In truth, there are probably several factors that are associated with the type of treatment and care received for colorectal cancer. When specific barriers can be removed, it appears that differences in outcomes disappear between different groups in the population. This has been illustrated in a couple of studies. For example, a population-based study of elderly individuals with both Medicaid and Medicare coverage was conducted in Tennessee. Several important factors known to create disparities in the care and treatment of colorectal cancer, such as race, age, and stage at diagnosis, as well as comorbidities, were examined, and the study found that with equal access care (Medicaid and Medicare) there was no significant difference in outcomes among the subjects. This study concluded that the lack of difference in outcomes among the subjects can be attributed to the equal access to care that existed among the subjects because they all had the same medical coverage.77 Another study looked at temporal trends in the survival of colorectal cancer patients treated in the Veterans Affairs (VA) Health Care System between 1987 and 1998. The study showed that survival for both Caucasian and African American patients improved over time and the racial disparity that exists for treating colorectal cancer in other health care systems was not significant in the VA system.

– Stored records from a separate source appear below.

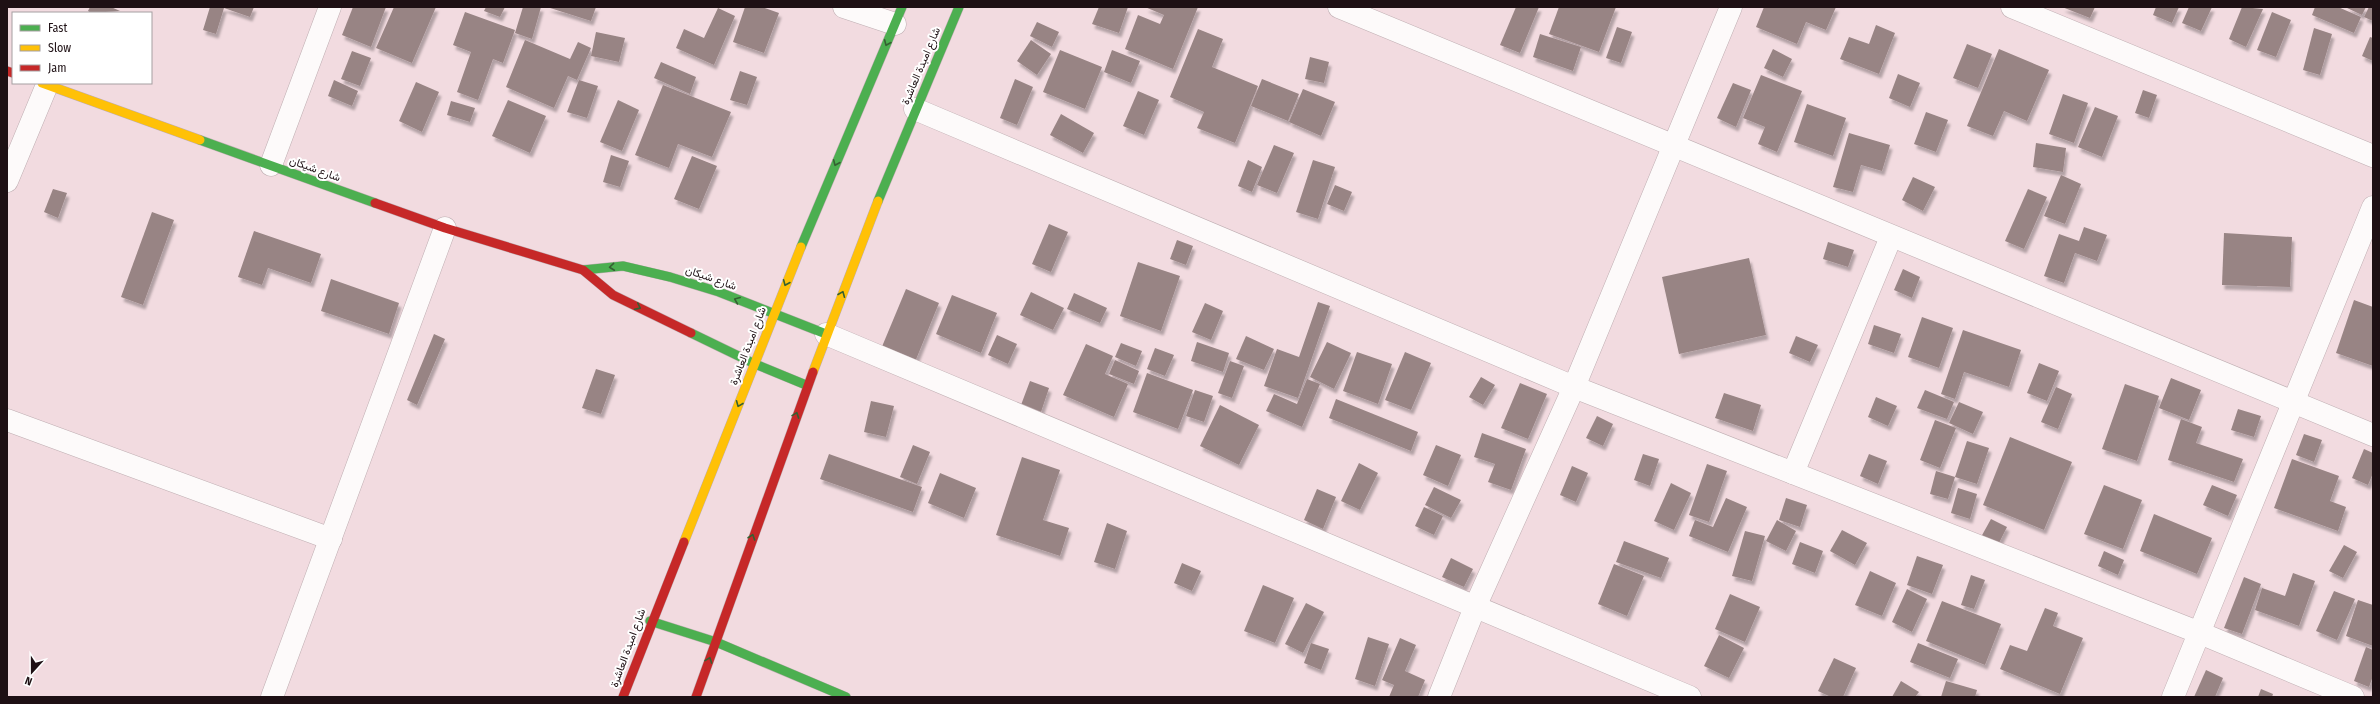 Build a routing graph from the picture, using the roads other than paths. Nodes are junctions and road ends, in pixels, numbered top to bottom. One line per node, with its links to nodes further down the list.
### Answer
1 (330, 7): 12 (street)
2 (844, 7): 7 (street)
3 (959, 7): 9 (main road, شارع امبدة العاشرة)
4 (1339, 7): 10 (street)
5 (1731, 7): 10 (street)
6 (2012, 7): 11 (street)
7 (898, 15): 18 (main road, شارع امبدة العاشرة, one-way to 18)
8 (44, 84): 12 (main road, شارع شيكان); 13 (street)
9 (915, 108): 19 (main road, شارع امبدة العاشرة, one-way to 9); 22 (street)
10 (1673, 147): 16 (street); 22 (street)
11 (2373, 156)
12 (271, 165): 15 (main road, شارع شيكان)
13 (7, 181)
14 (2373, 207): 23 (street)
15 (445, 228): 17 (main road, شارع شيكان); 27 (street)
16 (1891, 237): 23 (street); 26 (street)
17 (583, 270): 18 (main road, شارع شيكان, one-way to 17); 20 (main road, شارع شيكان, one-way to 20)
18 (773, 314): 19 (main road, شارع شيكان); 20 (main road, شارع امبدة العاشرة)
19 (826, 334): 21 (main road, شارع امبدة العاشرة); 28 (street)
20 (755, 364): 21 (main road, شارع شيكان); 29 (main road, شارع امبدة العاشرة, one-way to 29)
21 (806, 385): 31 (main road, شارع امبدة العاشرة, one-way to 21)
22 (1574, 387): 26 (street); 28 (street)
23 (2294, 403): 25 (street); 30 (street)
24 (7, 420): 27 (street)
25 (2373, 435)
26 (1793, 473): 30 (street)
27 (331, 539): 32 (street)
28 (1475, 607): 36 (street); 37 (street)
29 (650, 621): 31 (main road); 33 (main road, شارع امبدة العاشرة)
30 (2200, 633): 38 (street); 39 (street)
31 (716, 642): 34 (main road, شارع امبدة العاشرة, one-way to 31); 35 (main road)
32 (272, 697)
33 (623, 697)
34 (696, 697)
35 (846, 697)
36 (1439, 697)
37 (1690, 697)
38 (2173, 697)
39 (2354, 697)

This study likewise showed that equal access to care and receipt of treatment can lead to improved outcomes regardless of socioeconomic and demographic factors.78
It seems apparent that there is a clear need to increase screening rates throughout the country to reduce the incidence and mortality from colorectal cancer. Also, disparities in access to appropriate treatment for colorectal cancer do exist and need to be addressed to improve the quality and delivery of care for colorectal cancer.